Examples of heavy scale precipitation
Scale problems can arise in various circumstances:
- during drilling and well completion, if the drilling mud or completion fluid is incompatible with the formation water
- at the commissioning stage of new injectors, if the injection water is incompatible with the formation water
- during production, when a well starts to produce formation water with the hydrocarbons
- during wellstream processing, when significant quantities of produced water put process equipment at risk
- commingled production, where wellstreams from various formations, reservoirs or individual wells are mixed together, can make matters worse.

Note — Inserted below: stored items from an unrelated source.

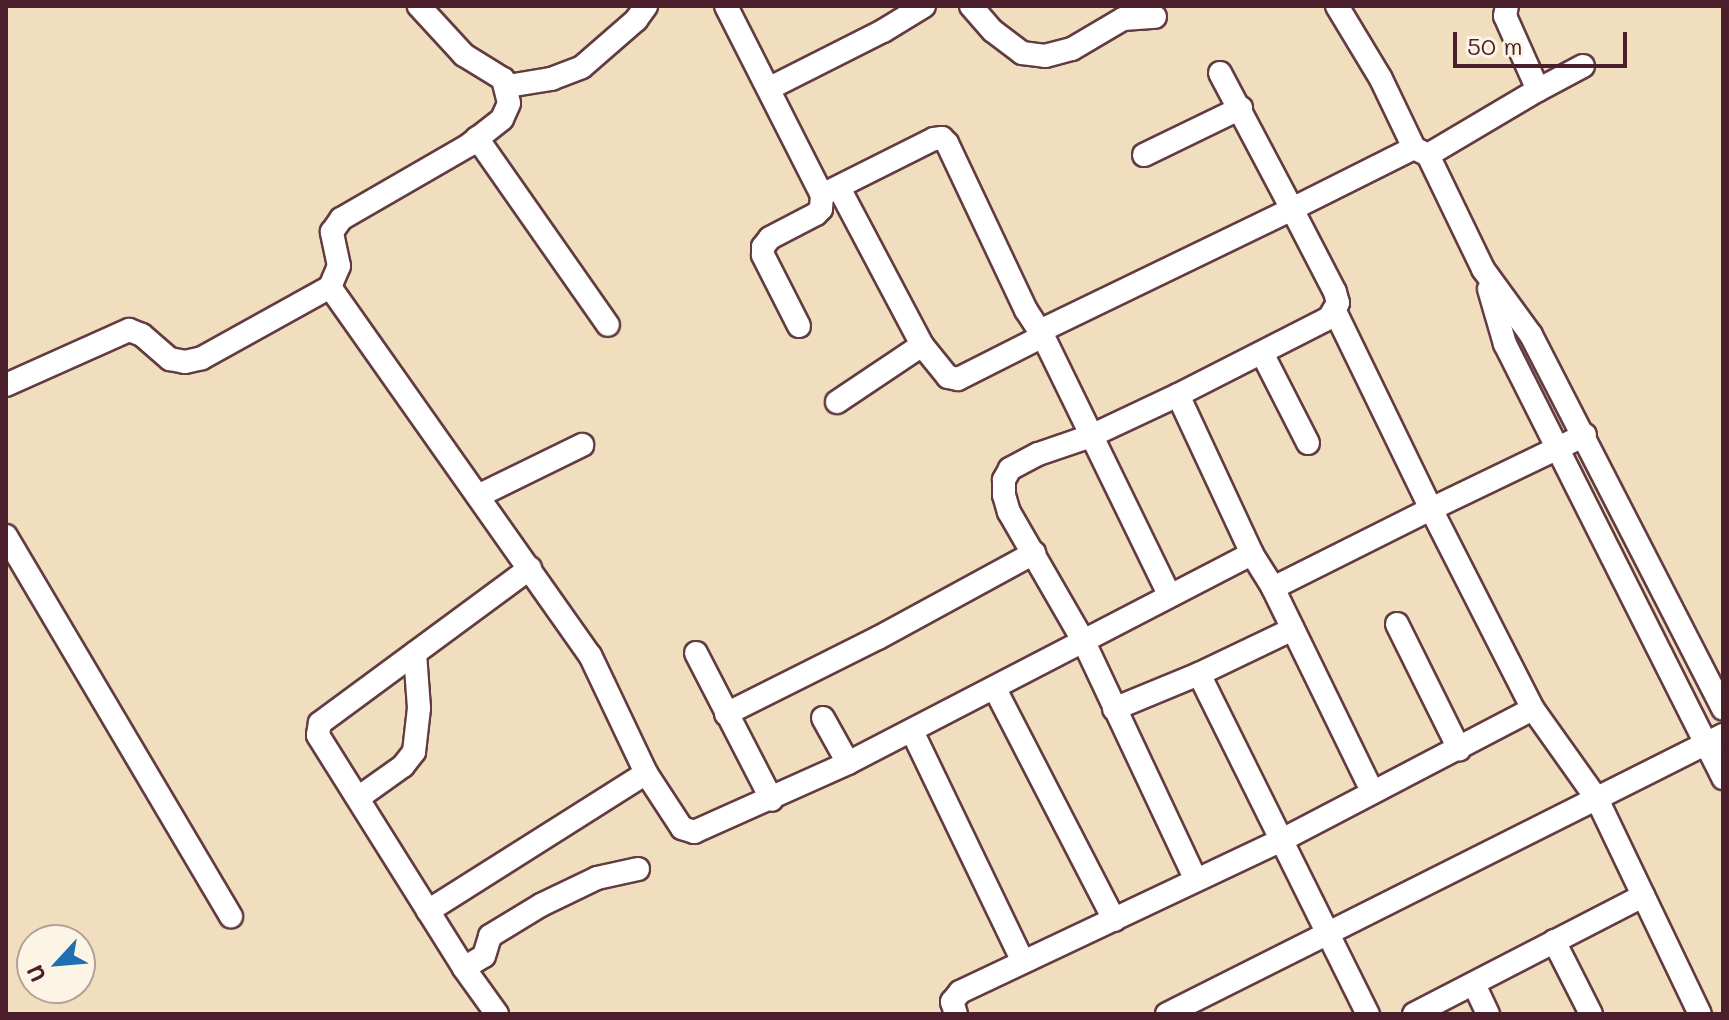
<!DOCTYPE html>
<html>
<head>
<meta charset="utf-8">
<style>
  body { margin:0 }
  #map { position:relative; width:1729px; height:1020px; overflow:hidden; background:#f1debe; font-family:Mali,sans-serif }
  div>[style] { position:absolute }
  .roads { filter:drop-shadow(2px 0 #633c41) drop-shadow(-2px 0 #633c41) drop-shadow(0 2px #633c41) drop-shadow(0 -2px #633c41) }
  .street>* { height:22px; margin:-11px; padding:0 11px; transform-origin:11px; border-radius:11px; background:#fff }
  span { translate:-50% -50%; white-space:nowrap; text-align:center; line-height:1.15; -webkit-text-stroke:6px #fcf5e5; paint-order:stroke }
  .frame { position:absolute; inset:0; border:8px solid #4a1f2b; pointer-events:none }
  .north { position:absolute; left:16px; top:924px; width:80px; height:80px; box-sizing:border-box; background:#fcf5e5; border:2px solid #b59f9b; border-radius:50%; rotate:244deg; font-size:22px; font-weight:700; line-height:32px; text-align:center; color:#4a1f2b }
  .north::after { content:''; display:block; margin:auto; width:28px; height:36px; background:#1f6fb2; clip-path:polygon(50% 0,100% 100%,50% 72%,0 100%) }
  .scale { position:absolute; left:1453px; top:32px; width:174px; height:36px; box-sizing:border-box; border:4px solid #4a1f2b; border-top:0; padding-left:10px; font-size:24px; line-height:28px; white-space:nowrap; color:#4a1f2b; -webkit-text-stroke:6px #fcf5e5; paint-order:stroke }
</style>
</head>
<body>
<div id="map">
  <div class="roads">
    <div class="street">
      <div style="left:726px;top:6px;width:212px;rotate:63.1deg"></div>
      <div style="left:822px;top:195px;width:125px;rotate:-26.6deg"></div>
      <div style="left:934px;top:139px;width:8px;rotate:-7deg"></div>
      <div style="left:942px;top:138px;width:7px;rotate:45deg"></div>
      <div style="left:947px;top:143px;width:185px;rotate:64.7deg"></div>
      <div style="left:1026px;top:310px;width:31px;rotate:57deg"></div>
      <div style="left:1043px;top:336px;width:289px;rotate:64deg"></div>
      <div style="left:971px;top:6px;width:33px;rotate:49deg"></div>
      <div style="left:993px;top:31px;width:36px;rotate:37deg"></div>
      <div style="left:1022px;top:53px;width:23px;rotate:7deg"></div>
      <div style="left:1045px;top:56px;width:28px;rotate:-15deg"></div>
      <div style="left:1072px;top:49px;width:59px;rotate:-30.5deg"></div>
      <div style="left:1123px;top:19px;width:32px;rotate:-4deg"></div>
      <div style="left:1337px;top:6px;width:85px;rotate:58.9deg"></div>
      <div style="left:1381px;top:79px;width:76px;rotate:64.4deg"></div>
      <div style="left:1414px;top:148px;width:16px;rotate:27deg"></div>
      <div style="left:1428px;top:155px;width:127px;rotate:64.2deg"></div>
      <div style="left:1483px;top:269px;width:82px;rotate:54deg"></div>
      <div style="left:1531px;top:335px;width:420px;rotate:62.8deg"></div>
      <div style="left:1220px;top:73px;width:154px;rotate:62.1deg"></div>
      <div style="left:1292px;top:209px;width:136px;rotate:-26.6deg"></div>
      <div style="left:508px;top:86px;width:44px;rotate:-9.2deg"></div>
      <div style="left:551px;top:79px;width:33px;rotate:-21deg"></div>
      <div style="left:582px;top:67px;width:72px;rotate:-41deg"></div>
      <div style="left:636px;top:20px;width:17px;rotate:-54deg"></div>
      <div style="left:770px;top:88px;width:127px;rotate:-26.8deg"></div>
      <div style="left:883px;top:31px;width:48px;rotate:-31.4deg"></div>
      <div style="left:1538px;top:90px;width:51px;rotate:-28.1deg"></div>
      <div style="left:477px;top:138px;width:228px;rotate:55deg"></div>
      <div style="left:1144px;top:155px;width:108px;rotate:-25.9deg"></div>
      <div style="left:1428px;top:155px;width:128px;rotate:-30.6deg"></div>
      <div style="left:1538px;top:90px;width:81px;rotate:-114deg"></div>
      <div style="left:1505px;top:16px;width:10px;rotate:-79deg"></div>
      <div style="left:839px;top:188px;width:178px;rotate:62.1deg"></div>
      <div style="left:922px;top:345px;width:41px;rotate:50.9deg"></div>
      <div style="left:948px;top:377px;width:10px;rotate:11deg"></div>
      <div style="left:958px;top:379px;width:95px;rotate:-26.8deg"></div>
      <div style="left:330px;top:287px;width:23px;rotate:-67deg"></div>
      <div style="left:339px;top:266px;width:35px;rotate:-102deg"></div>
      <div style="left:332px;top:232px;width:16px;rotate:-55deg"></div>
      <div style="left:341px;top:219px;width:148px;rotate:-30deg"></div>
      <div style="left:469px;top:145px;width:42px;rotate:-38.2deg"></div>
      <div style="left:502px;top:119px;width:17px;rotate:-66deg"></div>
      <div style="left:509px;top:103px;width:25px;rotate:-104deg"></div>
      <div style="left:503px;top:79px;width:46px;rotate:-148.4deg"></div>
      <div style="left:464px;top:55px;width:67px;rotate:-132.6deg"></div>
      <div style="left:1489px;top:289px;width:57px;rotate:73.8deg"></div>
      <div style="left:1505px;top:344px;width:486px;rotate:63.3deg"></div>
      <div style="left:799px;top:326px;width:80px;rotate:-116.9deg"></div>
      <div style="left:763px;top:255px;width:8px;rotate:-90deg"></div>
      <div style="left:763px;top:247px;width:11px;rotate:-52deg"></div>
      <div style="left:770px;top:238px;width:52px;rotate:-27.6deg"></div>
      <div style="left:816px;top:214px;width:7px;rotate:-45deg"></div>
      <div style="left:821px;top:209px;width:14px;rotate:-86deg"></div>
      <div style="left:1040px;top:331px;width:280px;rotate:-25.8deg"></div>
      <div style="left:1292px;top:209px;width:93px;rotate:62.6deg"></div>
      <div style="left:1335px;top:292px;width:11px;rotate:75deg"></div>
      <div style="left:1338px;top:303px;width:17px;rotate:121deg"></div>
      <div style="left:1329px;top:318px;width:169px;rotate:153deg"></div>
      <div style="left:1178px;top:395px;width:96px;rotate:154.8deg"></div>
      <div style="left:1091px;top:436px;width:56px;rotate:161.2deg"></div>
      <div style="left:1038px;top:454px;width:32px;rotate:152deg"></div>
      <div style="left:1010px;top:469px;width:13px;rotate:119deg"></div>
      <div style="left:1004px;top:480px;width:15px;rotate:90deg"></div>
      <div style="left:1004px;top:495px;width:18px;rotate:74deg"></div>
      <div style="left:1009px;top:512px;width:148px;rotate:60deg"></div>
      <div style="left:1083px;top:640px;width:265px;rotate:64.8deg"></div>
      <div style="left:1262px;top:353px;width:101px;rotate:62.9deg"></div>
      <div style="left:6px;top:385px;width:135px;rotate:-24.1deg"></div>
      <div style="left:129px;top:330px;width:14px;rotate:21deg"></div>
      <div style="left:142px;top:335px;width:37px;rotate:41deg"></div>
      <div style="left:170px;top:359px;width:15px;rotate:11deg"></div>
      <div style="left:185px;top:362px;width:17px;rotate:-13deg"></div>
      <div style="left:202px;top:358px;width:146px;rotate:-29deg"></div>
      <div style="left:330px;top:287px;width:451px;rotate:54.8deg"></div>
      <div style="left:590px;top:655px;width:131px;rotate:64.6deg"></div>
      <div style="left:646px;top:773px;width:66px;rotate:56.8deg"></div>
      <div style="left:682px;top:828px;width:13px;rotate:18deg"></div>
      <div style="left:694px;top:832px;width:169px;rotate:-24.1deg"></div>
      <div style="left:848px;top:763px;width:455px;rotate:-27.4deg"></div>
      <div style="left:1178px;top:395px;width:175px;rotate:65deg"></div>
      <div style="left:1252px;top:554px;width:40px;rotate:58deg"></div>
      <div style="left:1273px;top:588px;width:226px;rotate:64deg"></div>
      <div style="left:837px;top:402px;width:102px;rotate:-33.8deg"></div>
      <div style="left:1585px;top:435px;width:171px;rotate:154.3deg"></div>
      <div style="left:1431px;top:509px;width:225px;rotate:63deg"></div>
      <div style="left:1533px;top:709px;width:110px;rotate:54.6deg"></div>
      <div style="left:1597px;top:799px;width:238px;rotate:64.4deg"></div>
      <div style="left:480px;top:495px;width:114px;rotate:-26.1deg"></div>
      <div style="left:6px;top:536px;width:442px;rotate:59.4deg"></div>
      <div style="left:1273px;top:588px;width:177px;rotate:-26.6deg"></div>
      <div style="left:1431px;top:509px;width:220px;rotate:-115.9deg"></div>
      <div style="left:1397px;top:624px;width:140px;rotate:63.6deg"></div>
      <div style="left:696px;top:653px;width:165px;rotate:62.7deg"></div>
      <div style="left:1199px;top:674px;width:380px;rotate:63.6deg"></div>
      <div style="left:995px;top:689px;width:260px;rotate:62.7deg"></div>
      <div style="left:1114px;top:709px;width:92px;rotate:-22.4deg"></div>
      <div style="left:1199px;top:674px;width:104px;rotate:-25.6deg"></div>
      <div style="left:726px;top:714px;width:170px;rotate:-26.6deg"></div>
      <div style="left:878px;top:638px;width:178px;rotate:-28.6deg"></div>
      <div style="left:823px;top:718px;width:51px;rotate:60.9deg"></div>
      <div style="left:912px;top:731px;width:256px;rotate:64.3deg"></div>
      <div style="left:358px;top:798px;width:55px;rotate:-35.4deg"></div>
      <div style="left:403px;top:766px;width:18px;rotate:-52deg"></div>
      <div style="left:414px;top:752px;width:44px;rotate:-83.5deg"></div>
      <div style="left:419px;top:708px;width:55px;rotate:-94.2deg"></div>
      <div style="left:428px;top:911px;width:258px;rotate:-32.3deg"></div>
      <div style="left:1554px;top:941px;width:82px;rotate:63.1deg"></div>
      <div style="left:464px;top:968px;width:23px;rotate:-31deg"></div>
      <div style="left:484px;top:956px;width:21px;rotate:-73deg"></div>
      <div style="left:490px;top:936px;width:60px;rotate:-31.3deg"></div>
      <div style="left:541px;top:905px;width:62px;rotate:-25.7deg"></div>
      <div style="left:597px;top:878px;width:42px;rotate:-12.4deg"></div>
      <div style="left:1474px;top:984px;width:33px;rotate:65deg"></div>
      <div style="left:497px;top:1014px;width:57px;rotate:-125.7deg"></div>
      <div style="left:464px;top:968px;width:275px;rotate:-122.1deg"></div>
      <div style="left:318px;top:735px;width:12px;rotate:-81deg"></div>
      <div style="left:320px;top:723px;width:261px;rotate:-36.4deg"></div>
      <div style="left:956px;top:1014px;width:13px;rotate:-108deg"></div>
      <div style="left:952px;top:1002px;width:13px;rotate:-51deg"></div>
      <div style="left:960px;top:992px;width:354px;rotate:-25.3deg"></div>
      <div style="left:1280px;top:841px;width:285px;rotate:-27.6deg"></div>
      <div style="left:1167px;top:1014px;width:622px;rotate:-26.65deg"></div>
      <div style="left:1414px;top:1014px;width:258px;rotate:-27.3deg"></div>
    </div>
  </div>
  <div class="frame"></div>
  <div class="north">U</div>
  <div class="scale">50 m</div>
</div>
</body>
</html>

Statoil’s research has been aimed at understanding scale formation, using computer programmes to predict its occurrence, and testing chemicals to eliminate or inhibit its development.
A new, patented oil-soluble scale inhibitor (OSI) allows a reservoir formation to be treated chemically just as a well has been completed and before it is brought into full, uninterrupted production.
Known as squeeze on completion (SOC), this procedure has several advantages:
- it allows wells to be chemically injected while the drilling rig is still on site, thereby saving time and money for subsea wells
- it reduces concern about when to squeeze and the risk of early formation and well damage having an adverse affect on productivity
- it effectively extends the lifetime of a well, and thereby postpones redundancy (decommissioning).